### Brief
Return the records below exactly as they are written.

:: Information ::

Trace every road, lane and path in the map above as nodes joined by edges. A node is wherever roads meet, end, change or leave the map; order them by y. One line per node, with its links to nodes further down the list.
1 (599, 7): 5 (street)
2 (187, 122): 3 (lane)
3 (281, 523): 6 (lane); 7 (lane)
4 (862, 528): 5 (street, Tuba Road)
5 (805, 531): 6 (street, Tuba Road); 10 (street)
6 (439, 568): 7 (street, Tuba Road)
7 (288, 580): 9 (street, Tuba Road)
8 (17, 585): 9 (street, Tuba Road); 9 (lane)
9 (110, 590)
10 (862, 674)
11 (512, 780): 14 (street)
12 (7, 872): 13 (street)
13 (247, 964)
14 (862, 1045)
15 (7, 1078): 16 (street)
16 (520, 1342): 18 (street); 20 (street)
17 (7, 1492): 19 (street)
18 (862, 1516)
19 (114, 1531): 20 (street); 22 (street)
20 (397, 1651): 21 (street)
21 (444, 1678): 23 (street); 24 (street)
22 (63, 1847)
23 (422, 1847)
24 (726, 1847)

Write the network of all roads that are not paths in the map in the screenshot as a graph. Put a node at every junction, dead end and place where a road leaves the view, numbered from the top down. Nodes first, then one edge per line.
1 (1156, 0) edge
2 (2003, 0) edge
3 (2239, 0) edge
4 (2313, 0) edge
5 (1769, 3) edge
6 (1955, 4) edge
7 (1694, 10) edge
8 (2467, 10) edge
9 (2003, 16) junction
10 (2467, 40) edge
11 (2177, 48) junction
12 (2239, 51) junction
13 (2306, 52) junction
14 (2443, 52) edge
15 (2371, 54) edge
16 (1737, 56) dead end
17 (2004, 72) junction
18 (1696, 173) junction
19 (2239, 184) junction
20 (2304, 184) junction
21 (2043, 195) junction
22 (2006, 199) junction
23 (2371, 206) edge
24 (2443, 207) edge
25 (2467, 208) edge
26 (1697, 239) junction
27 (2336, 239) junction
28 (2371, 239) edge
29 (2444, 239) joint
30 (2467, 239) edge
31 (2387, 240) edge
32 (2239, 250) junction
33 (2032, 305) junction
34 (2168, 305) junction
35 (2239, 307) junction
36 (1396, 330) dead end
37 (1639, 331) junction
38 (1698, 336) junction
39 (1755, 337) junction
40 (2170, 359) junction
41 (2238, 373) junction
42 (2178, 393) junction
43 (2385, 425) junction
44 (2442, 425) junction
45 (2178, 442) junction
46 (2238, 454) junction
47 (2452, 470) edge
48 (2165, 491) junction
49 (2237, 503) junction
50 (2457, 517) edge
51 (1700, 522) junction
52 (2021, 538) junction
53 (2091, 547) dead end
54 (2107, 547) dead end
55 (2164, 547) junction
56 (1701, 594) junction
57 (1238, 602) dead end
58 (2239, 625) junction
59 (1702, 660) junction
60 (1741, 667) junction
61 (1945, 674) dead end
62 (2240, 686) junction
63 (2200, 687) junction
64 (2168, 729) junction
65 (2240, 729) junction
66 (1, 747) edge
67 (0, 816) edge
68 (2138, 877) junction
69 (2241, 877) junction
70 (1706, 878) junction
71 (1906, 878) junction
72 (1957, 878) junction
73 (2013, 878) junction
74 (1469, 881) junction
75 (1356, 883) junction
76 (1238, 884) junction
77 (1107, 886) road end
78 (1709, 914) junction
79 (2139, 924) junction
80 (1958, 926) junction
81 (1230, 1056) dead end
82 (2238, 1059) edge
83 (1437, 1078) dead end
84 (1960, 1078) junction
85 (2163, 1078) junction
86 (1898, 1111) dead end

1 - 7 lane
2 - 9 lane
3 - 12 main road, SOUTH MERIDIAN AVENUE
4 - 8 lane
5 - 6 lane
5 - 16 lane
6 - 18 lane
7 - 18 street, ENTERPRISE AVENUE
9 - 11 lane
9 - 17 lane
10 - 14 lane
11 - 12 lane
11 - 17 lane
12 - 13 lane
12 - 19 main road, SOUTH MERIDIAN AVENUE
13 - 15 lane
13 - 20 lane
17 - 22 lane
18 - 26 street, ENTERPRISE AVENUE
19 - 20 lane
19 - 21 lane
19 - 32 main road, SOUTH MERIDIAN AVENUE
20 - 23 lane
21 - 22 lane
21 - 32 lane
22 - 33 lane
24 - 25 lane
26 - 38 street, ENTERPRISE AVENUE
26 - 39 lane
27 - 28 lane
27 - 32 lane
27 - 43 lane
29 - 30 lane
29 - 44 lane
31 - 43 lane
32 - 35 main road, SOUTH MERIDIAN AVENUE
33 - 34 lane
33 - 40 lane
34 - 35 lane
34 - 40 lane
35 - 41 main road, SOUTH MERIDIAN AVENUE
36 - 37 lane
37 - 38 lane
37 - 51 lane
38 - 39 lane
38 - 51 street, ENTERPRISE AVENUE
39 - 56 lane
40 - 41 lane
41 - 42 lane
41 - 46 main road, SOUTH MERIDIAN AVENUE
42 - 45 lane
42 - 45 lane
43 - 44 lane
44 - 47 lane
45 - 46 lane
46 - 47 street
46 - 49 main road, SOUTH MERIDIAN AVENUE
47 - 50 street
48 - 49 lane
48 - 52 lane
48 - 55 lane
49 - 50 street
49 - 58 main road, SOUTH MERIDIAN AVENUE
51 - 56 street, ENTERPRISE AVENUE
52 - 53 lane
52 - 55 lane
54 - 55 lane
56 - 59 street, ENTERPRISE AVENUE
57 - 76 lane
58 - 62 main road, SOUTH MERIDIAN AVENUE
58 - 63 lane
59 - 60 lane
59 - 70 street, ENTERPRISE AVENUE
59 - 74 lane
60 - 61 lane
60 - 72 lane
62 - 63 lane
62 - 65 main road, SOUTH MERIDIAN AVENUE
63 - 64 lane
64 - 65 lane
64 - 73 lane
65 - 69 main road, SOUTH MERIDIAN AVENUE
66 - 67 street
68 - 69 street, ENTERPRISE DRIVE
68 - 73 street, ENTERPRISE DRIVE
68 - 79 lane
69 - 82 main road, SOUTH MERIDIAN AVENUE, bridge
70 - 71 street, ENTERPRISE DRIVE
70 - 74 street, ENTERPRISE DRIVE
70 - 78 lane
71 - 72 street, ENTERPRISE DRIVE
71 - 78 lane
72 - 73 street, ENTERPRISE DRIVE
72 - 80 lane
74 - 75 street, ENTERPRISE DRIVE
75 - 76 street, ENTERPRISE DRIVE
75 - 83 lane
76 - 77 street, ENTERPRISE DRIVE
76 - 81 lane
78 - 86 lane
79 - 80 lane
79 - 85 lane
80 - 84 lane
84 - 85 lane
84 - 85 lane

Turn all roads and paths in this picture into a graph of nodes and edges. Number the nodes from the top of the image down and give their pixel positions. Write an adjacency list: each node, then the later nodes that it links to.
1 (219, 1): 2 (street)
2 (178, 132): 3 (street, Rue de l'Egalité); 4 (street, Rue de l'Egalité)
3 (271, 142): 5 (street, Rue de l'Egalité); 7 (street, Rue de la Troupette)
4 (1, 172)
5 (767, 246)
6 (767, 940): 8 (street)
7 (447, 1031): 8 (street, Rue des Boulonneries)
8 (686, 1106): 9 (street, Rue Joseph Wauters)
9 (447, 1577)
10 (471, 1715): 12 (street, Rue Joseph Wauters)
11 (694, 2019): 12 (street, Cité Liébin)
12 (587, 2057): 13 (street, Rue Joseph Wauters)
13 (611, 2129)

:::

### Task output
Trace every road, lane and path in the map above as nodes joined by edges. A node is wherever roads meet, end, change or leave the map; order them by y. One line per node, with its links to nodes further down the list.
1 (599, 7): 5 (street)
2 (187, 122): 3 (lane)
3 (281, 523): 6 (lane); 7 (lane)
4 (862, 528): 5 (street, Tuba Road)
5 (805, 531): 6 (street, Tuba Road); 10 (street)
6 (439, 568): 7 (street, Tuba Road)
7 (288, 580): 9 (street, Tuba Road)
8 (17, 585): 9 (street, Tuba Road); 9 (lane)
9 (110, 590)
10 (862, 674)
11 (512, 780): 14 (street)
12 (7, 872): 13 (street)
13 (247, 964)
14 (862, 1045)
15 (7, 1078): 16 (street)
16 (520, 1342): 18 (street); 20 (street)
17 (7, 1492): 19 (street)
18 (862, 1516)
19 (114, 1531): 20 (street); 22 (street)
20 (397, 1651): 21 (street)
21 (444, 1678): 23 (street); 24 (street)
22 (63, 1847)
23 (422, 1847)
24 (726, 1847)

Write the network of all roads that are not paths in the map in the screenshot as a graph. Put a node at every junction, dead end and place where a road leaves the view, numbered from the top down. Nodes first, then one edge per line.
1 (1156, 0) edge
2 (2003, 0) edge
3 (2239, 0) edge
4 (2313, 0) edge
5 (1769, 3) edge
6 (1955, 4) edge
7 (1694, 10) edge
8 (2467, 10) edge
9 (2003, 16) junction
10 (2467, 40) edge
11 (2177, 48) junction
12 (2239, 51) junction
13 (2306, 52) junction
14 (2443, 52) edge
15 (2371, 54) edge
16 (1737, 56) dead end
17 (2004, 72) junction
18 (1696, 173) junction
19 (2239, 184) junction
20 (2304, 184) junction
21 (2043, 195) junction
22 (2006, 199) junction
23 (2371, 206) edge
24 (2443, 207) edge
25 (2467, 208) edge
26 (1697, 239) junction
27 (2336, 239) junction
28 (2371, 239) edge
29 (2444, 239) joint
30 (2467, 239) edge
31 (2387, 240) edge
32 (2239, 250) junction
33 (2032, 305) junction
34 (2168, 305) junction
35 (2239, 307) junction
36 (1396, 330) dead end
37 (1639, 331) junction
38 (1698, 336) junction
39 (1755, 337) junction
40 (2170, 359) junction
41 (2238, 373) junction
42 (2178, 393) junction
43 (2385, 425) junction
44 (2442, 425) junction
45 (2178, 442) junction
46 (2238, 454) junction
47 (2452, 470) edge
48 (2165, 491) junction
49 (2237, 503) junction
50 (2457, 517) edge
51 (1700, 522) junction
52 (2021, 538) junction
53 (2091, 547) dead end
54 (2107, 547) dead end
55 (2164, 547) junction
56 (1701, 594) junction
57 (1238, 602) dead end
58 (2239, 625) junction
59 (1702, 660) junction
60 (1741, 667) junction
61 (1945, 674) dead end
62 (2240, 686) junction
63 (2200, 687) junction
64 (2168, 729) junction
65 (2240, 729) junction
66 (1, 747) edge
67 (0, 816) edge
68 (2138, 877) junction
69 (2241, 877) junction
70 (1706, 878) junction
71 (1906, 878) junction
72 (1957, 878) junction
73 (2013, 878) junction
74 (1469, 881) junction
75 (1356, 883) junction
76 (1238, 884) junction
77 (1107, 886) road end
78 (1709, 914) junction
79 (2139, 924) junction
80 (1958, 926) junction
81 (1230, 1056) dead end
82 (2238, 1059) edge
83 (1437, 1078) dead end
84 (1960, 1078) junction
85 (2163, 1078) junction
86 (1898, 1111) dead end

1 - 7 lane
2 - 9 lane
3 - 12 main road, SOUTH MERIDIAN AVENUE
4 - 8 lane
5 - 6 lane
5 - 16 lane
6 - 18 lane
7 - 18 street, ENTERPRISE AVENUE
9 - 11 lane
9 - 17 lane
10 - 14 lane
11 - 12 lane
11 - 17 lane
12 - 13 lane
12 - 19 main road, SOUTH MERIDIAN AVENUE
13 - 15 lane
13 - 20 lane
17 - 22 lane
18 - 26 street, ENTERPRISE AVENUE
19 - 20 lane
19 - 21 lane
19 - 32 main road, SOUTH MERIDIAN AVENUE
20 - 23 lane
21 - 22 lane
21 - 32 lane
22 - 33 lane
24 - 25 lane
26 - 38 street, ENTERPRISE AVENUE
26 - 39 lane
27 - 28 lane
27 - 32 lane
27 - 43 lane
29 - 30 lane
29 - 44 lane
31 - 43 lane
32 - 35 main road, SOUTH MERIDIAN AVENUE
33 - 34 lane
33 - 40 lane
34 - 35 lane
34 - 40 lane
35 - 41 main road, SOUTH MERIDIAN AVENUE
36 - 37 lane
37 - 38 lane
37 - 51 lane
38 - 39 lane
38 - 51 street, ENTERPRISE AVENUE
39 - 56 lane
40 - 41 lane
41 - 42 lane
41 - 46 main road, SOUTH MERIDIAN AVENUE
42 - 45 lane
42 - 45 lane
43 - 44 lane
44 - 47 lane
45 - 46 lane
46 - 47 street
46 - 49 main road, SOUTH MERIDIAN AVENUE
47 - 50 street
48 - 49 lane
48 - 52 lane
48 - 55 lane
49 - 50 street
49 - 58 main road, SOUTH MERIDIAN AVENUE
51 - 56 street, ENTERPRISE AVENUE
52 - 53 lane
52 - 55 lane
54 - 55 lane
56 - 59 street, ENTERPRISE AVENUE
57 - 76 lane
58 - 62 main road, SOUTH MERIDIAN AVENUE
58 - 63 lane
59 - 60 lane
59 - 70 street, ENTERPRISE AVENUE
59 - 74 lane
60 - 61 lane
60 - 72 lane
62 - 63 lane
62 - 65 main road, SOUTH MERIDIAN AVENUE
63 - 64 lane
64 - 65 lane
64 - 73 lane
65 - 69 main road, SOUTH MERIDIAN AVENUE
66 - 67 street
68 - 69 street, ENTERPRISE DRIVE
68 - 73 street, ENTERPRISE DRIVE
68 - 79 lane
69 - 82 main road, SOUTH MERIDIAN AVENUE, bridge
70 - 71 street, ENTERPRISE DRIVE
70 - 74 street, ENTERPRISE DRIVE
70 - 78 lane
71 - 72 street, ENTERPRISE DRIVE
71 - 78 lane
72 - 73 street, ENTERPRISE DRIVE
72 - 80 lane
74 - 75 street, ENTERPRISE DRIVE
75 - 76 street, ENTERPRISE DRIVE
75 - 83 lane
76 - 77 street, ENTERPRISE DRIVE
76 - 81 lane
78 - 86 lane
79 - 80 lane
79 - 85 lane
80 - 84 lane
84 - 85 lane
84 - 85 lane

Turn all roads and paths in this picture into a graph of nodes and edges. Number the nodes from the top of the image down and give their pixel positions. Write an adjacency list: each node, then the later nodes that it links to.
1 (219, 1): 2 (street)
2 (178, 132): 3 (street, Rue de l'Egalité); 4 (street, Rue de l'Egalité)
3 (271, 142): 5 (street, Rue de l'Egalité); 7 (street, Rue de la Troupette)
4 (1, 172)
5 (767, 246)
6 (767, 940): 8 (street)
7 (447, 1031): 8 (street, Rue des Boulonneries)
8 (686, 1106): 9 (street, Rue Joseph Wauters)
9 (447, 1577)
10 (471, 1715): 12 (street, Rue Joseph Wauters)
11 (694, 2019): 12 (street, Cité Liébin)
12 (587, 2057): 13 (street, Rue Joseph Wauters)
13 (611, 2129)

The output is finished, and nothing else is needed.